# What the exercise asks:
Once a line is found to contain "Totseret", copy it out of the listing.

# Input:
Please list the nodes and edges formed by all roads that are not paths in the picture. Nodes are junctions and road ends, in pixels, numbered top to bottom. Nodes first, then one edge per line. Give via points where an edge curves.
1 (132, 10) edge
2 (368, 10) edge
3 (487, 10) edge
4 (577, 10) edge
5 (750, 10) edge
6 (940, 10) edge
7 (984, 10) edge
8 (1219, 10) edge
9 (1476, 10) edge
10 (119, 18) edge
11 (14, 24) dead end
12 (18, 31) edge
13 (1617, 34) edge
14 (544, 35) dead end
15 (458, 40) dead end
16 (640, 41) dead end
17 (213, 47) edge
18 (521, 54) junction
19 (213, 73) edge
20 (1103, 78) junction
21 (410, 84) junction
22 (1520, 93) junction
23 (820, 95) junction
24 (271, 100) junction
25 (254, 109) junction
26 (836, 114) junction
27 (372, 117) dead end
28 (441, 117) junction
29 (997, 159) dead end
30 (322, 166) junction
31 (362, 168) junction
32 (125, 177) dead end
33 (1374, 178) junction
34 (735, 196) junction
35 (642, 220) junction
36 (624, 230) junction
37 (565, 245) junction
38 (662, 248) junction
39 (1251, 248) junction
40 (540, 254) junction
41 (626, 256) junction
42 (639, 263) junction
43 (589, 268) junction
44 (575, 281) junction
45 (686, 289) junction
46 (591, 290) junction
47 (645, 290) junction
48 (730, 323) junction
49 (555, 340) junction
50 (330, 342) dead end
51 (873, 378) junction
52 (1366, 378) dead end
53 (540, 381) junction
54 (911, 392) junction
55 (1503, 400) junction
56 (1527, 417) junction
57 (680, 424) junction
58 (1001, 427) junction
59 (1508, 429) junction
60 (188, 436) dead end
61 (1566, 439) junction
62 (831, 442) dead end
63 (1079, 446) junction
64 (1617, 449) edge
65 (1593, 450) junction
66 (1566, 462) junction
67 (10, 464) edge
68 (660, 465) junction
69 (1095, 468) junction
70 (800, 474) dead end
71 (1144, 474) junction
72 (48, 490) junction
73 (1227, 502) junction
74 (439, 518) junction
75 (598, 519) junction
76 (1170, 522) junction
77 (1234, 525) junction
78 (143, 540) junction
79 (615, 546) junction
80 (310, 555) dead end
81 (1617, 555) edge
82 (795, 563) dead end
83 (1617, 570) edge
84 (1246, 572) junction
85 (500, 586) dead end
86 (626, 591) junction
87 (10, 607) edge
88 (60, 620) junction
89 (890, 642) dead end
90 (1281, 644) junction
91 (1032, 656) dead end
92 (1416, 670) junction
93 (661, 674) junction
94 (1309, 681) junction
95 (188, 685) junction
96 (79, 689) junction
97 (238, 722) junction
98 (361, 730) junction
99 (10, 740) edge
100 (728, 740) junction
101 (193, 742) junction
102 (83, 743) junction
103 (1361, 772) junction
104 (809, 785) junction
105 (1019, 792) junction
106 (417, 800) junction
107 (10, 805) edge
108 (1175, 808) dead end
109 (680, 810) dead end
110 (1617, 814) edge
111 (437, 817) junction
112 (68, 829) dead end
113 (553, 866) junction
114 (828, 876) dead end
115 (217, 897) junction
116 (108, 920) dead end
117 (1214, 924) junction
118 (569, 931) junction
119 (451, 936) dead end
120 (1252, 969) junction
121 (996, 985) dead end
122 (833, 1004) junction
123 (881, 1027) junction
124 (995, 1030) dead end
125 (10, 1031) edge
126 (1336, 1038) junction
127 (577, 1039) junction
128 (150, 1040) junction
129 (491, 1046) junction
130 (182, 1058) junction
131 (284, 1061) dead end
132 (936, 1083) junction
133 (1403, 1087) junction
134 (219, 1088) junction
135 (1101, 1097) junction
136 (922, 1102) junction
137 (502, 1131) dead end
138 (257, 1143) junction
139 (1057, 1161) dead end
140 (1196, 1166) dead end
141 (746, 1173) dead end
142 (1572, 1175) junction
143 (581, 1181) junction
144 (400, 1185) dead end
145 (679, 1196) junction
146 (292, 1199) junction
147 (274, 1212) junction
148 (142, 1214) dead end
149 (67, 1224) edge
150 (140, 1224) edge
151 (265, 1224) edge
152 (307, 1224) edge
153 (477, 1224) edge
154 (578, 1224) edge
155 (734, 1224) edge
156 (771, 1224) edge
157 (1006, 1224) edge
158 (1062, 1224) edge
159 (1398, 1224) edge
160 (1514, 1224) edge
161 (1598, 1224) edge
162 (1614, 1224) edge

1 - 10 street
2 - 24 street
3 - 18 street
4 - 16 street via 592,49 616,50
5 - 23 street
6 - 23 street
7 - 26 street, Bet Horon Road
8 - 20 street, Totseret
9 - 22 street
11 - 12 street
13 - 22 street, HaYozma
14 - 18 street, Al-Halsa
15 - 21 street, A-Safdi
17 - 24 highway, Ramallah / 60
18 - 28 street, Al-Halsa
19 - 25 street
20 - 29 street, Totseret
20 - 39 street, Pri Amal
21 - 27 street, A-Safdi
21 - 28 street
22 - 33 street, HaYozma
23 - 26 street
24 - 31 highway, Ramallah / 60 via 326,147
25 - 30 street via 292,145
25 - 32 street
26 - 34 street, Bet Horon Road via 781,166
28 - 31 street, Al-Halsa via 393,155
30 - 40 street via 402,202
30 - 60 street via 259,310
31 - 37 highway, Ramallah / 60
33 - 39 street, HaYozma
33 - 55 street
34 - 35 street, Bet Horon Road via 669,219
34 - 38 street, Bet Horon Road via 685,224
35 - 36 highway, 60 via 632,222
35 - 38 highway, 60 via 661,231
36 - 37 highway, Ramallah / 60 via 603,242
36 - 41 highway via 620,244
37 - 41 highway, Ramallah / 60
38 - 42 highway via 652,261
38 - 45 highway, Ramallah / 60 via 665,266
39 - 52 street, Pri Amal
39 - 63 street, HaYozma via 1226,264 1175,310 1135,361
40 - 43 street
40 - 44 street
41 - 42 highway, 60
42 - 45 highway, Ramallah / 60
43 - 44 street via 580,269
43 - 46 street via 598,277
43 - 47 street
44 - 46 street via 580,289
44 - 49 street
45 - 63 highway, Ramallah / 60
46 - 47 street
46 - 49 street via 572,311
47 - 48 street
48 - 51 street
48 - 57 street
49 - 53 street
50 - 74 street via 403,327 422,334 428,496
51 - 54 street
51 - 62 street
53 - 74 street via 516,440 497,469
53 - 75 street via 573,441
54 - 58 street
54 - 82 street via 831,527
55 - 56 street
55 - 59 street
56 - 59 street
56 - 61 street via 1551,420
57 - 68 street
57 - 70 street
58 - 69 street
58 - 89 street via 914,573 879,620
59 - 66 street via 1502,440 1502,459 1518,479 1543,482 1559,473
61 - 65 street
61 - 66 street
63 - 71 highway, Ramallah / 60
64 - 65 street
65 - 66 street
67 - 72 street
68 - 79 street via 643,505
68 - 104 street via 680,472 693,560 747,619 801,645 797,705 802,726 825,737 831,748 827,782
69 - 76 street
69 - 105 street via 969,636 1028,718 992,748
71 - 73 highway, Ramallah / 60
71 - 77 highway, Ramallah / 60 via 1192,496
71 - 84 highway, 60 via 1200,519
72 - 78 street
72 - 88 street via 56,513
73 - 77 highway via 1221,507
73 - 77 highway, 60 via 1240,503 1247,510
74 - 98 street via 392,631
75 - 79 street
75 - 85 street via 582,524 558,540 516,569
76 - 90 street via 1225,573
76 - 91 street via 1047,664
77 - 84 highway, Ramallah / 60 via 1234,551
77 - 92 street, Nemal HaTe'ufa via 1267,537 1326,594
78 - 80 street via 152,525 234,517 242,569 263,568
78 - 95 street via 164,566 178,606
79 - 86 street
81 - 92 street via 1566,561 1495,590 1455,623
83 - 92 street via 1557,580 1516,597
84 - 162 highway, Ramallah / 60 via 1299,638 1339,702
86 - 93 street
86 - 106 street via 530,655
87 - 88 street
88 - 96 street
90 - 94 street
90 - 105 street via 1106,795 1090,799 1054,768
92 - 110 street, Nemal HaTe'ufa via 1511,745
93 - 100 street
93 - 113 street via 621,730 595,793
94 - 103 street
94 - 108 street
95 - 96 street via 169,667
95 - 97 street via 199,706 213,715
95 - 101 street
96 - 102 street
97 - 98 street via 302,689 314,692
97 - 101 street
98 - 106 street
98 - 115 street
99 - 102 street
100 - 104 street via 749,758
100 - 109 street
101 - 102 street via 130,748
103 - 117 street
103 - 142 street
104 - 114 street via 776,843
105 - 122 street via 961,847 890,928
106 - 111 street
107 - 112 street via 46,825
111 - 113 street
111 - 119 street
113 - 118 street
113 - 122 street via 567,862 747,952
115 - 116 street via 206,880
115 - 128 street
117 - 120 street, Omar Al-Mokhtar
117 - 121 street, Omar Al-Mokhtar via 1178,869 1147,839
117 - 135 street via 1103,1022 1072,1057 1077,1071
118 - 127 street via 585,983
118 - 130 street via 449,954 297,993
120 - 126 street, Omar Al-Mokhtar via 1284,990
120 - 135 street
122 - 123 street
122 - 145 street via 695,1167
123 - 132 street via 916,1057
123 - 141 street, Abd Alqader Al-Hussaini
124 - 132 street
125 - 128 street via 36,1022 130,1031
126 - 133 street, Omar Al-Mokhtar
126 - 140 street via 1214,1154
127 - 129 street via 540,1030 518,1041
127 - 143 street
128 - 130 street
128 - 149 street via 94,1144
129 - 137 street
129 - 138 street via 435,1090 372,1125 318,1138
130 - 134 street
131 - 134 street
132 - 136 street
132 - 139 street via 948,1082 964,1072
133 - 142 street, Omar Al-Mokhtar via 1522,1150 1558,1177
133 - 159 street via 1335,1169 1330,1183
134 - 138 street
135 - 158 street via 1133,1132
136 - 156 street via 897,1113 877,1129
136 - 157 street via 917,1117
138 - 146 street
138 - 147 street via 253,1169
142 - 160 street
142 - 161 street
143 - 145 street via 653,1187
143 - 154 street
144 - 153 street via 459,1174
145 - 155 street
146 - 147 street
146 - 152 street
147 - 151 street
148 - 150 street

# Exercise answer:
8 - 20 street, Totseret
20 - 29 street, Totseret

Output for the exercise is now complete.